MRI does not cause radiation exposure, and in younger women, who have denser breast tissue, it is better than mammography for detecting abnormal growth. While a breast MRI exam is many times more costly than a mammogram, insurers generally cover an annual breast MRI exam for BRCA mutation carriers, Beattie says.

Unfortunately, all available breast cancer screening strategies have a downside as well as benefits.

"Screening breast MRI should be reserved for women who truly are at high risk, namely BRCA carriers and their first-degree relatives who have not yet BRCA-tested," Beattie says. "Breast MRI is very sensitive, but it also detects many things that with follow-up turn out to be benign — false positives. Any woman who receives a screening breast MRI should be followed at a breast clinic where radiologists are highly experienced in interpreting breast MRIs."

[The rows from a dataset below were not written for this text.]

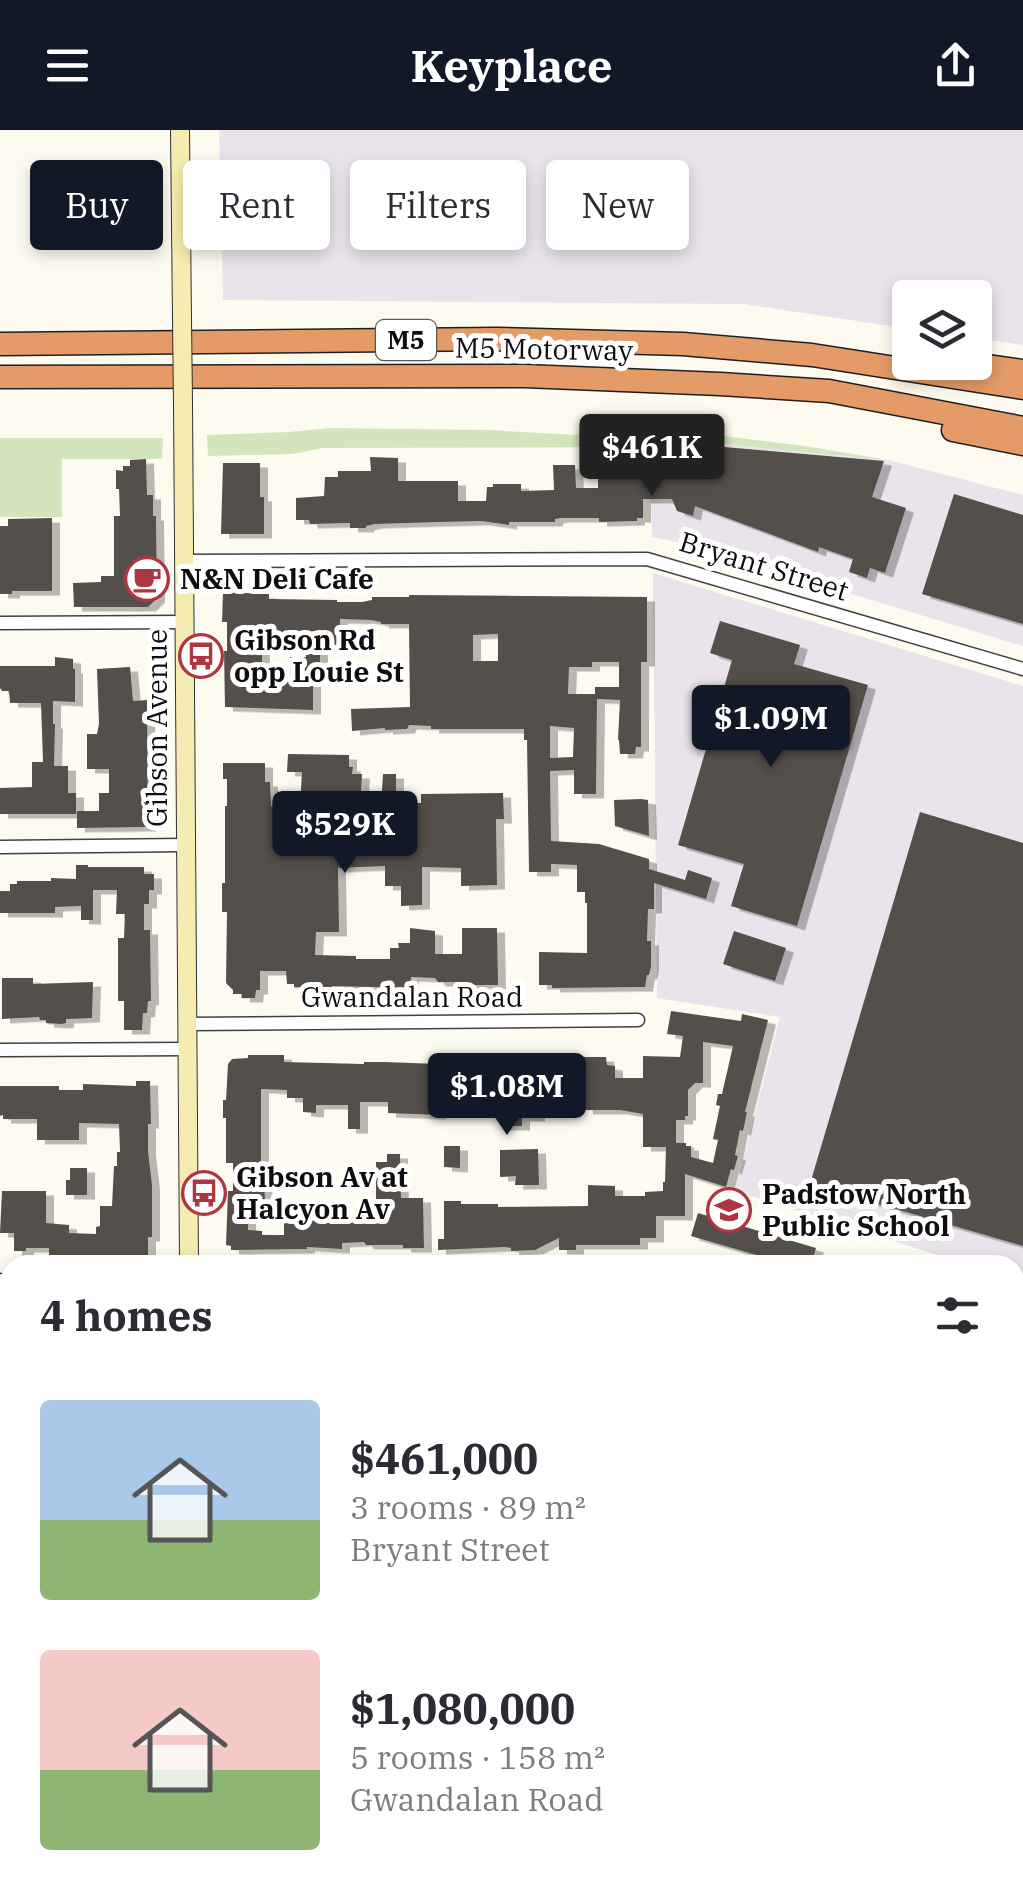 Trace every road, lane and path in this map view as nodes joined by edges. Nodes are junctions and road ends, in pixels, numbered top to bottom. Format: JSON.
{"nodes":[{"id":1,"x":180,"y":130,"type":"edge"},
{"id":2,"x":0,"y":344,"type":"edge"},
{"id":3,"x":812,"y":355,"type":"junction"},
{"id":4,"x":892,"y":357,"type":"edge"},
{"id":5,"x":992,"y":366,"type":"edge"},
{"id":6,"x":1023,"y":371,"type":"edge"},
{"id":7,"x":0,"y":377,"type":"edge"},
{"id":8,"x":720,"y":384,"type":"junction"},
{"id":9,"x":1023,"y":388,"type":"edge"},
{"id":10,"x":1023,"y":428,"type":"edge"},
{"id":11,"x":1023,"y":444,"type":"edge"},
{"id":12,"x":184,"y":561,"type":"junction"},
{"id":13,"x":185,"y":622,"type":"junction"},
{"id":14,"x":0,"y":623,"type":"edge"},
{"id":15,"x":1023,"y":669,"type":"edge"},
{"id":16,"x":185,"y":846,"type":"junction"},
{"id":17,"x":0,"y":847,"type":"edge"},
{"id":18,"x":638,"y":1020,"type":"dead end"},
{"id":19,"x":187,"y":1024,"type":"junction"},
{"id":20,"x":187,"y":1049,"type":"junction"},
{"id":21,"x":0,"y":1050,"type":"edge"},
{"id":22,"x":189,"y":1255,"type":"edge"}],
"edges":[{"from":1,"to":12,"type":"main road","name":"Gibson Avenue","bridge":true},
{"from":2,"to":3,"type":"highway","name":"M5 Motorway","number":"M5"},
{"from":3,"to":4,"type":"highway"},
{"from":3,"to":9,"type":"highway","name":"M5 Motorway","number":"M5"},
{"from":5,"to":6,"type":"highway"},
{"from":7,"to":8,"type":"highway","name":"M5 Motorway","number":"M5"},
{"from":8,"to":10,"type":"highway","name":"M5 Motorway","number":"M5"},
{"from":8,"to":11,"type":"highway","number":"M5"},
{"from":12,"to":13,"type":"main road","name":"Gibson Avenue"},
{"from":12,"to":15,"type":"street","name":"Bryant Street"},
{"from":13,"to":14,"type":"street"},
{"from":13,"to":16,"type":"main road","name":"Gibson Avenue"},
{"from":16,"to":17,"type":"street"},
{"from":16,"to":19,"type":"main road","name":"Gibson Avenue"},
{"from":18,"to":19,"type":"street","name":"Gwandalan Road"},
{"from":19,"to":20,"type":"main road","name":"Gibson Avenue"},
{"from":20,"to":21,"type":"street"},
{"from":20,"to":22,"type":"main road","name":"Gibson Avenue"}]}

For young women, the chance of a false positive during a first MRI is from one in five to one in 10, Beattie says, compared with about one in 20 for a mammogram.

Lead author of the JNCI study, Amy Berrington de Gonzalez of Johns Hopkins University, and her research colleagues estimated the breast cancer risk due to five annual mammograms in young BRCA carriers. The researchers extrapolated from data pooled from prior studies of excess breast cancer attributed to other medical procedures that exposed the breasts of young women to radiation.

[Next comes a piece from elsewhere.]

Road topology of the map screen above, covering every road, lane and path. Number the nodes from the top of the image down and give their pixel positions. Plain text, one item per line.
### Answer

The researchers also gathered information on breast cancer risk among young BRCA mutation carriers by reviewing cancer data from more than 8,100 individuals from families affected by these mutations.

Both the number of breast cancers prevented by mammography and the number of cancers caused by radiation exposure were estimated to be small. In BRCA mutation carriers who are screened starting between the ages of 25 and 29, up to 26 more breast cancers per 10,000 women might arise due to radiation exposure from mammography over the entire life span, the researchers concluded.

"It is not feasible to quantify the risk of radiation-induced breast cancer from mammography screening by studying the risks directly," the study authors reported, "because a study of thousands of women who were followed up for their entire lifetimes would be required."